Наутро сестры-феи страшно удивились тому, что Фейлиц, которая обычно вскакивала раньше всех, все еще спит. Попробовали ее разбудить, но не смогли даже подойти к постели – волшебник накрыл ее невидимым колпаком и скрепил эту защиту страшным заклятьем, которое было неведомо сестрам-феям. Все погрузились в уныние в королевстве Ютятии, карнавалы прекратились, восьмой день недели исчез, да и прочие чудеса тоже, потому что сестры-феи, вместо того чтобы творить чудеса, тоже занялись изучением тайных наук, черной и белой магии, чтобы выяснить, как же снять заклятие с их любимой сестры.
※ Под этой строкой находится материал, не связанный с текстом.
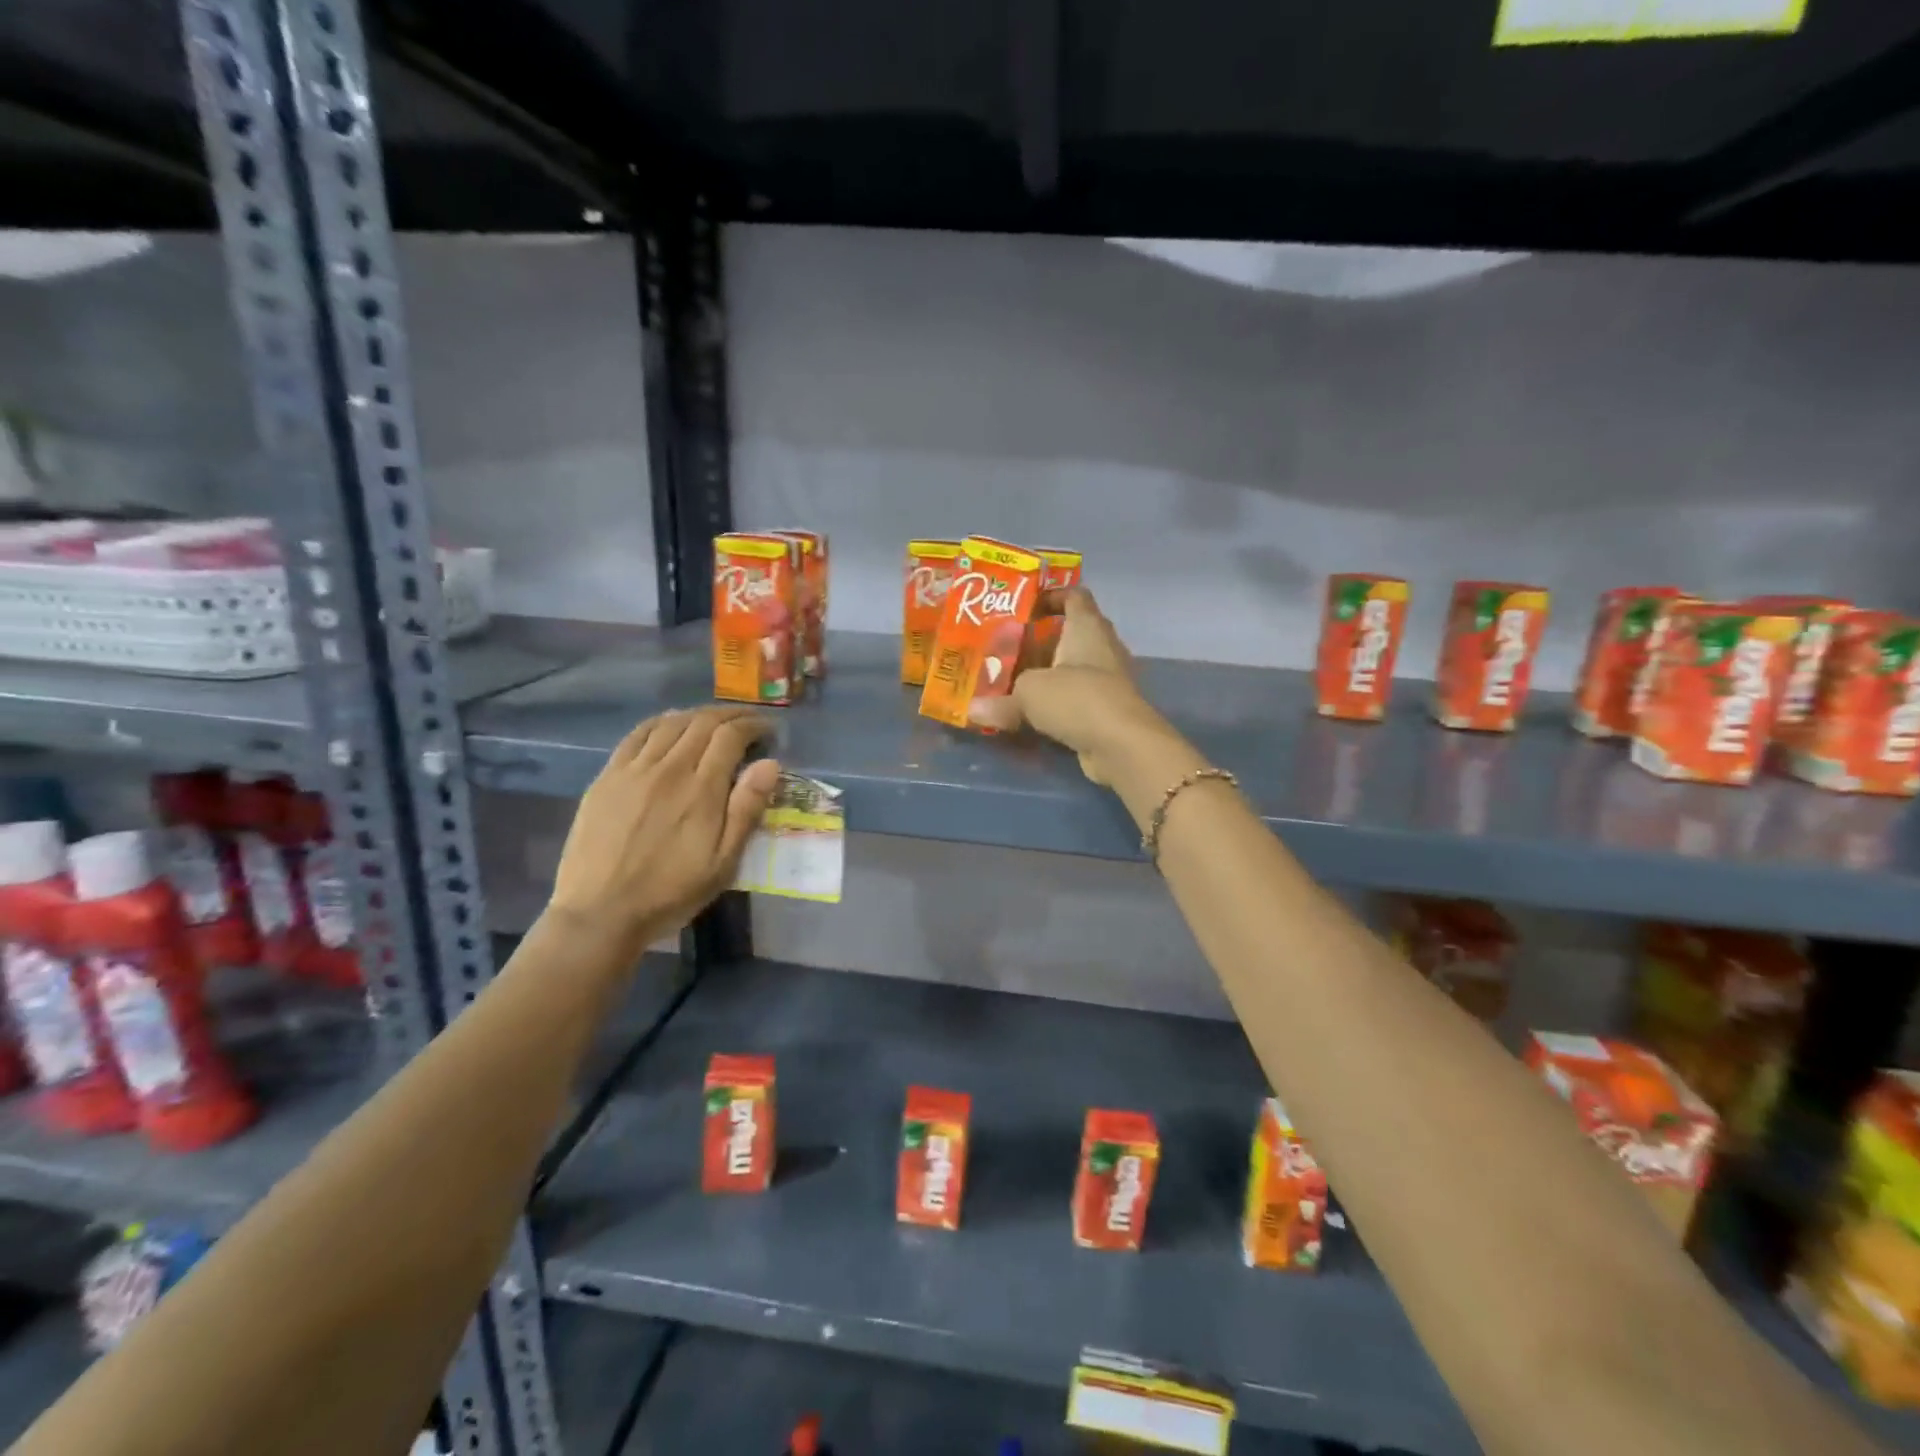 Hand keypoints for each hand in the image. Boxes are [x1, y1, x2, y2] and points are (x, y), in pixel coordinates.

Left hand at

В общем, чудес не стало. Но это еще не самое страшное. Из года в год стали в королевстве Ютятии рождаться младенцы без лиц. Первыми лишились лиц птицы и звери, потом дошла очередь и до людей. Поколение, которое помнило Фейлиц, еще как-то хранило свои лица, но уже у их детей и внуков лица были гладенькие-гладенькие, как пятки младенцев. Родители поначалу пытались рисовать какие-то глазки и бровки, но шли десятилетия, старые юти и яти умирали, унося с собой память о лицах, глаза и носы выходили из моды, повсеместно мелькали одни только пятки. И вот наконец-то остался один-единственный старый и даже Древний Ють, который обладал настоящим лицом, но лицо это он прятал под непроницаемым покровом, чтобы не раздражать толпы безликих. Почувствовал Древний Ють, что пришло его время, собрался с силами, созвал всех своих детей, внуков, правнуков – и открыли они мастерскую по изготовлению масок. Понимал Древний Ють, что сам он не сможет вернуть лица Ютятии, но хотелось ему оставить хотя бы память о лицах, а заодно и возродить традиции древних карнавалов. Ведь карнавал был праздником Фейлиц и таилась в нем великая сила. Вот и надеялся Древний Ють, что однажды случится такой карнавал, который сможет разбудить спящую Фейлиц, и тогда Ютятия опять обретет свои лица. Ну а какой карнавал без масок! Вот и задумал Древний Ють сделать много-много масок, так много, чтобы хватило на всю страну, и повторить в этих масках лица всех, кого он хранил в своей памяти, и тех, кто только снился ему, кто жил в его воображении. Хорошие получились маски! Дело Древнего Ютя пришлось по душе жителям Ютятии. Вскоре появились и другие мастерские по изготовлению масок, а потом возродились и карнавалы. И вроде все вошло в свою колею – королем был издан указ, в котором означалось на улицах появляться только в приличных человеческих масках, сделанных самим Древним Ютем, а не сверкать бесстыдно гладкими местами. А уж если начинался карнавал, маски надевались подиковиннее, придуманные наследниками Древнего Ютя. И веселились на карнавалах так же, как в былые времена.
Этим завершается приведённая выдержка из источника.